Work to complete -> Each record below needs to be set down again exactly.

Listed records ->
▶

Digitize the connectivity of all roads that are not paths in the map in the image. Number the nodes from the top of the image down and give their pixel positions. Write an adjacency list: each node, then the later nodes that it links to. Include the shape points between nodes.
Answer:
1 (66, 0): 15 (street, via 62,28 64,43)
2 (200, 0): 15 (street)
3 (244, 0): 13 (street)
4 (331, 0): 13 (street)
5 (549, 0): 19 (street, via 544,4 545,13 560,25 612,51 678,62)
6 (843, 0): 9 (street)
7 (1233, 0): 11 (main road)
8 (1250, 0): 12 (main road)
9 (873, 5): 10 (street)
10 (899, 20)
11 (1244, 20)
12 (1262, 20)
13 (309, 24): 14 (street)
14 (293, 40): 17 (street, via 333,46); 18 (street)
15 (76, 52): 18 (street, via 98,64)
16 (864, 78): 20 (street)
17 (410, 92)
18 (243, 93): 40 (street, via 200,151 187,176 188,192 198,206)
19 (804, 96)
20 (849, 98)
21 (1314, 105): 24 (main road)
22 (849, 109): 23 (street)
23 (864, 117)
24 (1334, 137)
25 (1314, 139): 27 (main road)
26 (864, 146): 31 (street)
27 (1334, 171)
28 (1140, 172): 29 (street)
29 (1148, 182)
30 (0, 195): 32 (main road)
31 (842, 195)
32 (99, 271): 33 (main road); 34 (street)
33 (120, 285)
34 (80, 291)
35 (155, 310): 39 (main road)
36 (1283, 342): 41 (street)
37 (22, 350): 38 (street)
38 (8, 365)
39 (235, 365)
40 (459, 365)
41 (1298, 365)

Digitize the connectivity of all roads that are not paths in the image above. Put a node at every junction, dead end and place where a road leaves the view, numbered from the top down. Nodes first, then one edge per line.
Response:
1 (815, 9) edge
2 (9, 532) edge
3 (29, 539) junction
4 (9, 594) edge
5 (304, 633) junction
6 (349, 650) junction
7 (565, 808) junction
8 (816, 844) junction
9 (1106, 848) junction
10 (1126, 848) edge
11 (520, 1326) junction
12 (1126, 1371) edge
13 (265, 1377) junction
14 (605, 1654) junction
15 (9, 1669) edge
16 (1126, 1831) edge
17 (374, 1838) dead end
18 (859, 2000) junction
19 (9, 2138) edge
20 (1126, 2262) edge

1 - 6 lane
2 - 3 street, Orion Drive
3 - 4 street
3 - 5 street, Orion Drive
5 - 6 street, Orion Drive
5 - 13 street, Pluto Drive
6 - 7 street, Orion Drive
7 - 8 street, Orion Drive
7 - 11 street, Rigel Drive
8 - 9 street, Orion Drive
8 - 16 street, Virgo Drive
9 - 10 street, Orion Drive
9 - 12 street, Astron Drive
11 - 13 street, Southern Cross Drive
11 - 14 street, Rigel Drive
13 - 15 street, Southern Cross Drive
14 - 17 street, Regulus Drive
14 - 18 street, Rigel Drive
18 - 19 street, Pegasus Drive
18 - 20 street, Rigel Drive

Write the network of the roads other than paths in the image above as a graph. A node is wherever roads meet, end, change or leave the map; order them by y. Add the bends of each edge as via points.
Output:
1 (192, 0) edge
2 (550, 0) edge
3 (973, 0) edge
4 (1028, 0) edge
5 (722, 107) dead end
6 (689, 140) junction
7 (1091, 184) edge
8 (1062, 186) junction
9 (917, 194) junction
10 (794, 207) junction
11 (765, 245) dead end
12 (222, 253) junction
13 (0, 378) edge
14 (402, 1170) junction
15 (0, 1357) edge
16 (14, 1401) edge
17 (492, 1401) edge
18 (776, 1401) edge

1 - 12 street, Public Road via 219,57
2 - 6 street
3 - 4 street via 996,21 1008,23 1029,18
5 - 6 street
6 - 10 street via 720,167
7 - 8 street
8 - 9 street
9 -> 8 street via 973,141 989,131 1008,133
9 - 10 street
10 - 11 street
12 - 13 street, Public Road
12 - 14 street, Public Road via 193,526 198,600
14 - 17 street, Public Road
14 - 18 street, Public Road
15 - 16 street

◀

Answer to this problem ->
Digitize the connectivity of all roads that are not paths in the map in the image. Number the nodes from the top of the image down and give their pixel positions. Write an adjacency list: each node, then the later nodes that it links to. Include the shape points between nodes.
Answer:
1 (66, 0): 15 (street, via 62,28 64,43)
2 (200, 0): 15 (street)
3 (244, 0): 13 (street)
4 (331, 0): 13 (street)
5 (549, 0): 19 (street, via 544,4 545,13 560,25 612,51 678,62)
6 (843, 0): 9 (street)
7 (1233, 0): 11 (main road)
8 (1250, 0): 12 (main road)
9 (873, 5): 10 (street)
10 (899, 20)
11 (1244, 20)
12 (1262, 20)
13 (309, 24): 14 (street)
14 (293, 40): 17 (street, via 333,46); 18 (street)
15 (76, 52): 18 (street, via 98,64)
16 (864, 78): 20 (street)
17 (410, 92)
18 (243, 93): 40 (street, via 200,151 187,176 188,192 198,206)
19 (804, 96)
20 (849, 98)
21 (1314, 105): 24 (main road)
22 (849, 109): 23 (street)
23 (864, 117)
24 (1334, 137)
25 (1314, 139): 27 (main road)
26 (864, 146): 31 (street)
27 (1334, 171)
28 (1140, 172): 29 (street)
29 (1148, 182)
30 (0, 195): 32 (main road)
31 (842, 195)
32 (99, 271): 33 (main road); 34 (street)
33 (120, 285)
34 (80, 291)
35 (155, 310): 39 (main road)
36 (1283, 342): 41 (street)
37 (22, 350): 38 (street)
38 (8, 365)
39 (235, 365)
40 (459, 365)
41 (1298, 365)

Digitize the connectivity of all roads that are not paths in the image above. Put a node at every junction, dead end and place where a road leaves the view, numbered from the top down. Nodes first, then one edge per line.
Response:
1 (815, 9) edge
2 (9, 532) edge
3 (29, 539) junction
4 (9, 594) edge
5 (304, 633) junction
6 (349, 650) junction
7 (565, 808) junction
8 (816, 844) junction
9 (1106, 848) junction
10 (1126, 848) edge
11 (520, 1326) junction
12 (1126, 1371) edge
13 (265, 1377) junction
14 (605, 1654) junction
15 (9, 1669) edge
16 (1126, 1831) edge
17 (374, 1838) dead end
18 (859, 2000) junction
19 (9, 2138) edge
20 (1126, 2262) edge

1 - 6 lane
2 - 3 street, Orion Drive
3 - 4 street
3 - 5 street, Orion Drive
5 - 6 street, Orion Drive
5 - 13 street, Pluto Drive
6 - 7 street, Orion Drive
7 - 8 street, Orion Drive
7 - 11 street, Rigel Drive
8 - 9 street, Orion Drive
8 - 16 street, Virgo Drive
9 - 10 street, Orion Drive
9 - 12 street, Astron Drive
11 - 13 street, Southern Cross Drive
11 - 14 street, Rigel Drive
13 - 15 street, Southern Cross Drive
14 - 17 street, Regulus Drive
14 - 18 street, Rigel Drive
18 - 19 street, Pegasus Drive
18 - 20 street, Rigel Drive

Write the network of the roads other than paths in the image above as a graph. A node is wherever roads meet, end, change or leave the map; order them by y. Add the bends of each edge as via points.
Output:
1 (192, 0) edge
2 (550, 0) edge
3 (973, 0) edge
4 (1028, 0) edge
5 (722, 107) dead end
6 (689, 140) junction
7 (1091, 184) edge
8 (1062, 186) junction
9 (917, 194) junction
10 (794, 207) junction
11 (765, 245) dead end
12 (222, 253) junction
13 (0, 378) edge
14 (402, 1170) junction
15 (0, 1357) edge
16 (14, 1401) edge
17 (492, 1401) edge
18 (776, 1401) edge

1 - 12 street, Public Road via 219,57
2 - 6 street
3 - 4 street via 996,21 1008,23 1029,18
5 - 6 street
6 - 10 street via 720,167
7 - 8 street
8 - 9 street
9 -> 8 street via 973,141 989,131 1008,133
9 - 10 street
10 - 11 street
12 - 13 street, Public Road
12 - 14 street, Public Road via 193,526 198,600
14 - 17 street, Public Road
14 - 18 street, Public Road
15 - 16 street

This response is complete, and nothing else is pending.